* **Activity**: Please state the number of lines in the entries below where the word "North" appears. Include nothing else.

(Collected data)
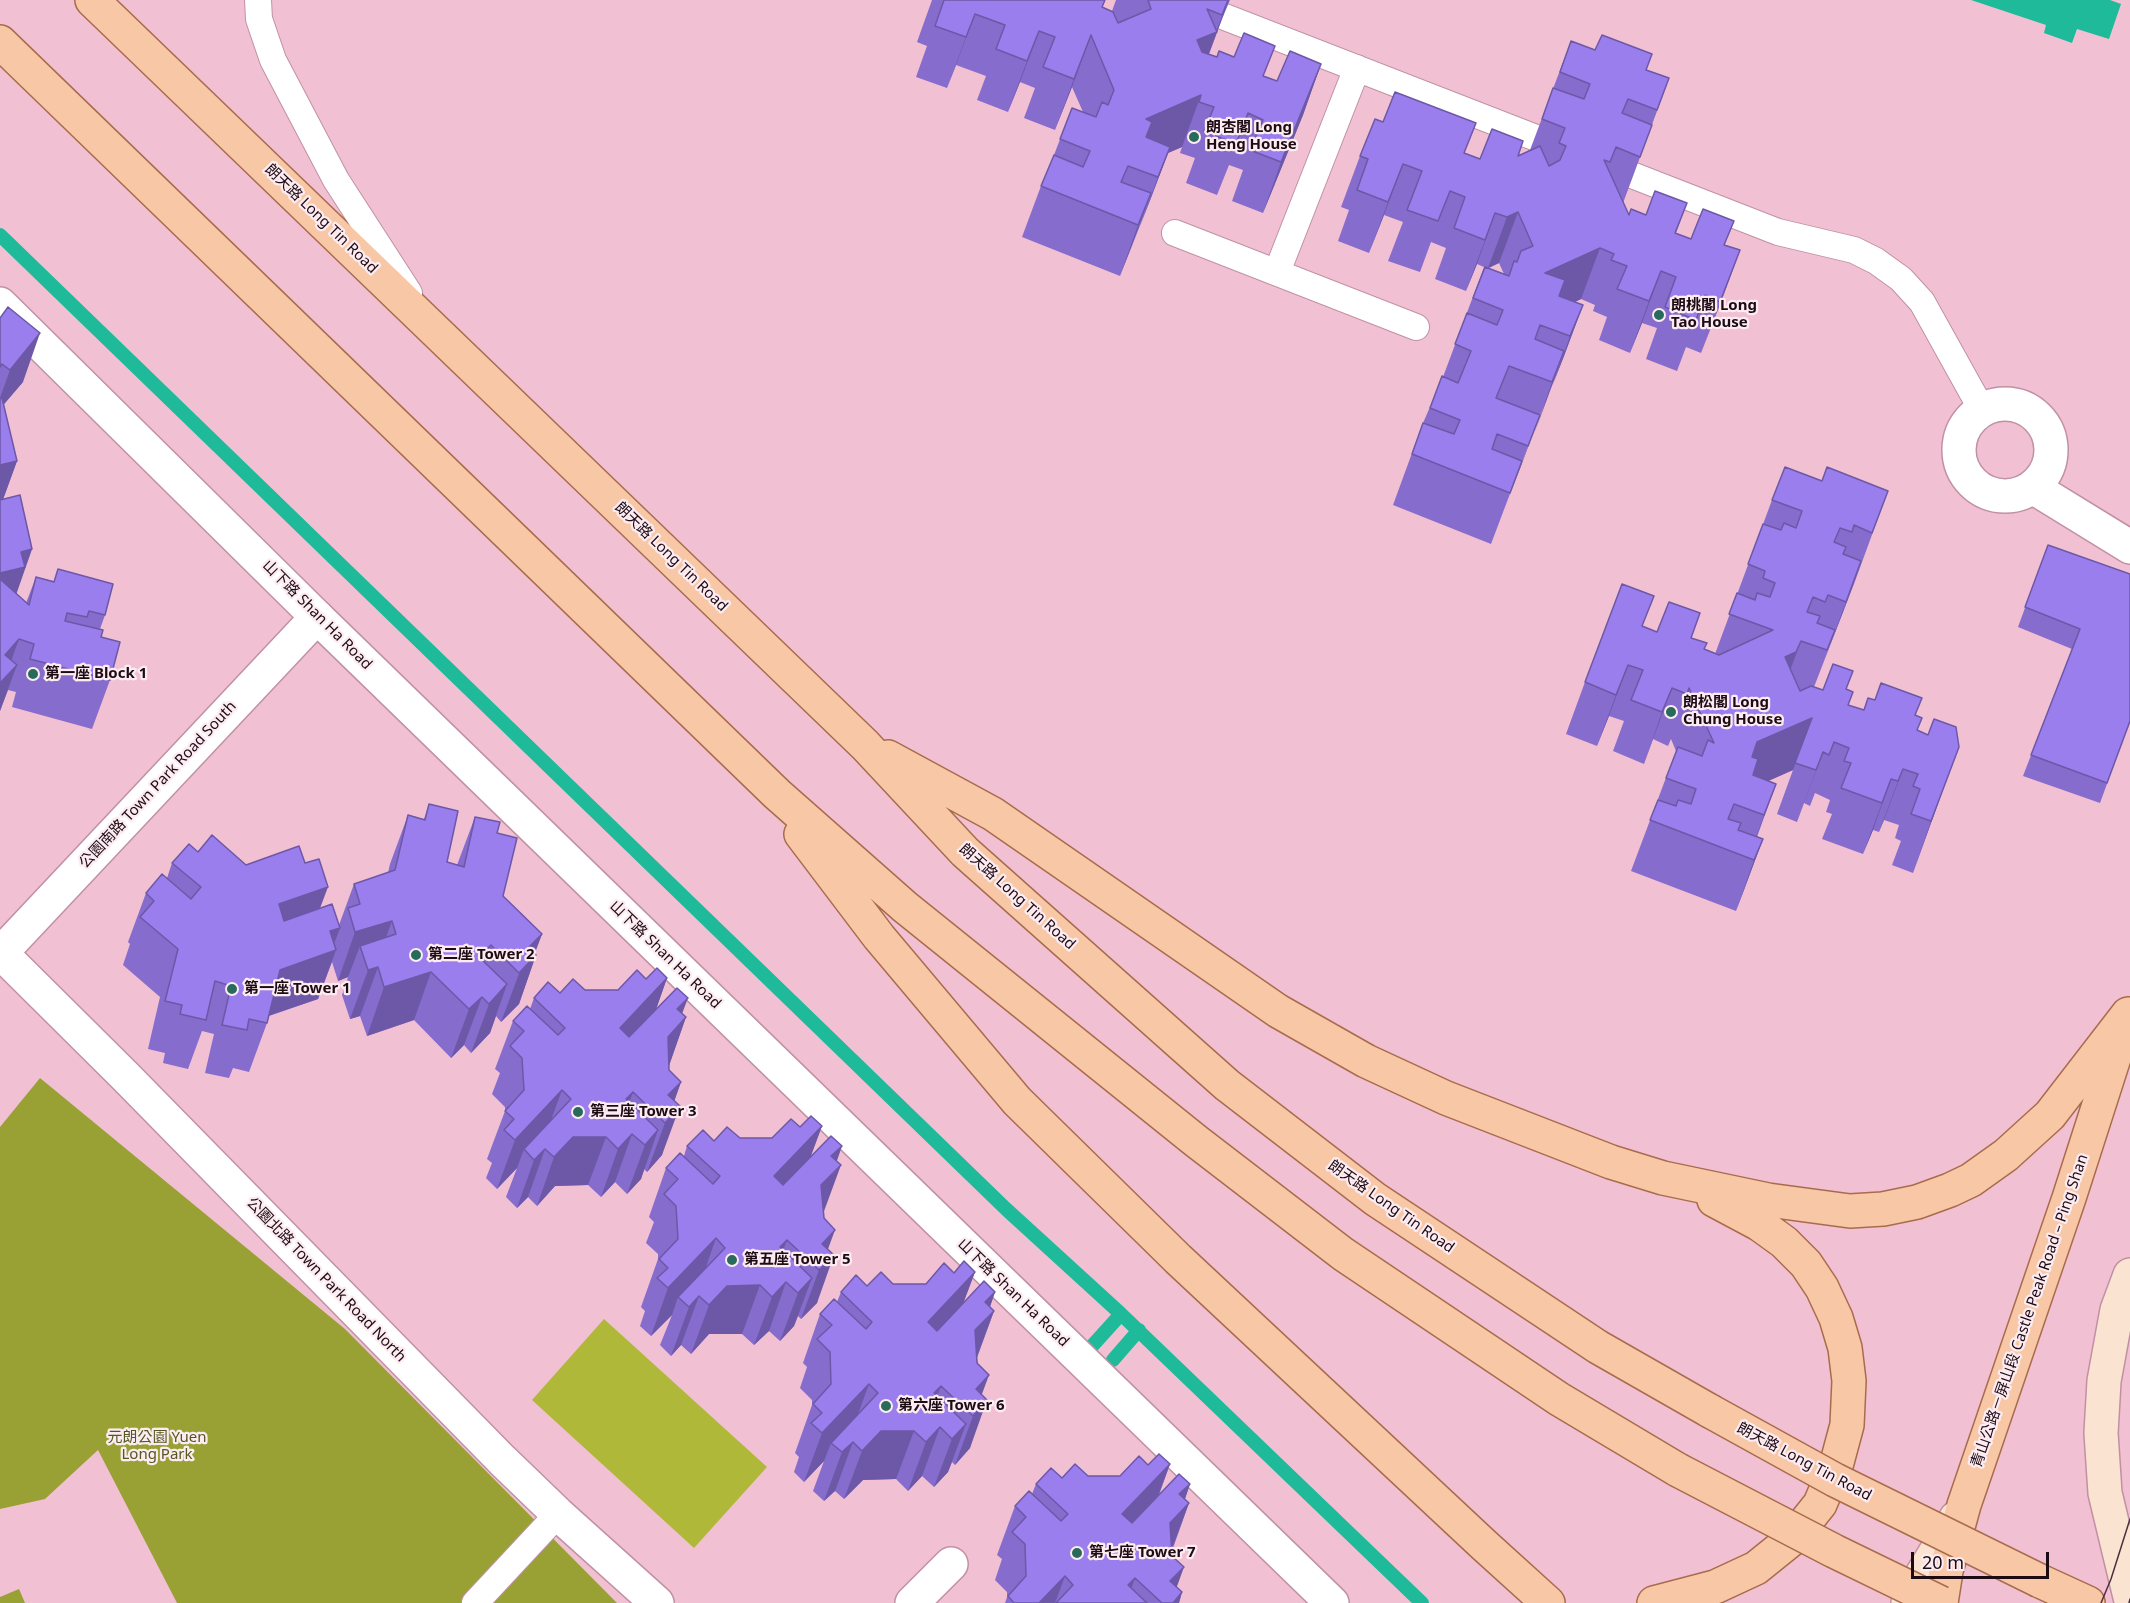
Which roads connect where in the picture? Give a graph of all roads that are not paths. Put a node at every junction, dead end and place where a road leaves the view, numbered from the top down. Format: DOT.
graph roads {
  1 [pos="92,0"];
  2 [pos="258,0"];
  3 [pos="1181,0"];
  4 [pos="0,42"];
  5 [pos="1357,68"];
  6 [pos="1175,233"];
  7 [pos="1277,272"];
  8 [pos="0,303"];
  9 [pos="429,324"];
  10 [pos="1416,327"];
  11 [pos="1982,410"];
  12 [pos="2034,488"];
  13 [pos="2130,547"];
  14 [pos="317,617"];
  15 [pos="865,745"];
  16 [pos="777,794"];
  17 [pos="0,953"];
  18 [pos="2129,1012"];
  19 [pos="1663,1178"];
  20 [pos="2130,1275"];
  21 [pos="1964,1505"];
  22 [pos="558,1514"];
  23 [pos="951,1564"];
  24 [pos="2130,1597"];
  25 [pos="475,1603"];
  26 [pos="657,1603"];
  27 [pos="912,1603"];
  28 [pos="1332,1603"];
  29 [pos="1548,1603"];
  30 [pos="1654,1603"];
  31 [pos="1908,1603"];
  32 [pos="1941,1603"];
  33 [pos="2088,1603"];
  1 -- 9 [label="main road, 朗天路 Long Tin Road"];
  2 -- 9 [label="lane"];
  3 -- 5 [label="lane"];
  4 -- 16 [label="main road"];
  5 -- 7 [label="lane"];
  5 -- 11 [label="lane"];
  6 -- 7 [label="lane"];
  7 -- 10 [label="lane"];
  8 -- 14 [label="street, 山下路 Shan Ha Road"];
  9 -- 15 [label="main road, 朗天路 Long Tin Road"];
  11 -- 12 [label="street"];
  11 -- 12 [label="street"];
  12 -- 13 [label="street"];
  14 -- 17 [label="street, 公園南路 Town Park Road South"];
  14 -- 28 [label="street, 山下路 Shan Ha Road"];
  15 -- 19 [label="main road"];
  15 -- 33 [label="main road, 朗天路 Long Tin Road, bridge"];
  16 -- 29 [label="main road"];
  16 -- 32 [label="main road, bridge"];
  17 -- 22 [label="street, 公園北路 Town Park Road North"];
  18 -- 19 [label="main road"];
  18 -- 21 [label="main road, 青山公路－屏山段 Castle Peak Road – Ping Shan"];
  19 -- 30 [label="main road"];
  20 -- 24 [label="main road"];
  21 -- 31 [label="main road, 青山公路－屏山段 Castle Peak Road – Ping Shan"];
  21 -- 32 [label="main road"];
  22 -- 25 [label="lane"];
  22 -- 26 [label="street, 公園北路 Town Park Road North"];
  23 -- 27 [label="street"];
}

* **Response area**: 2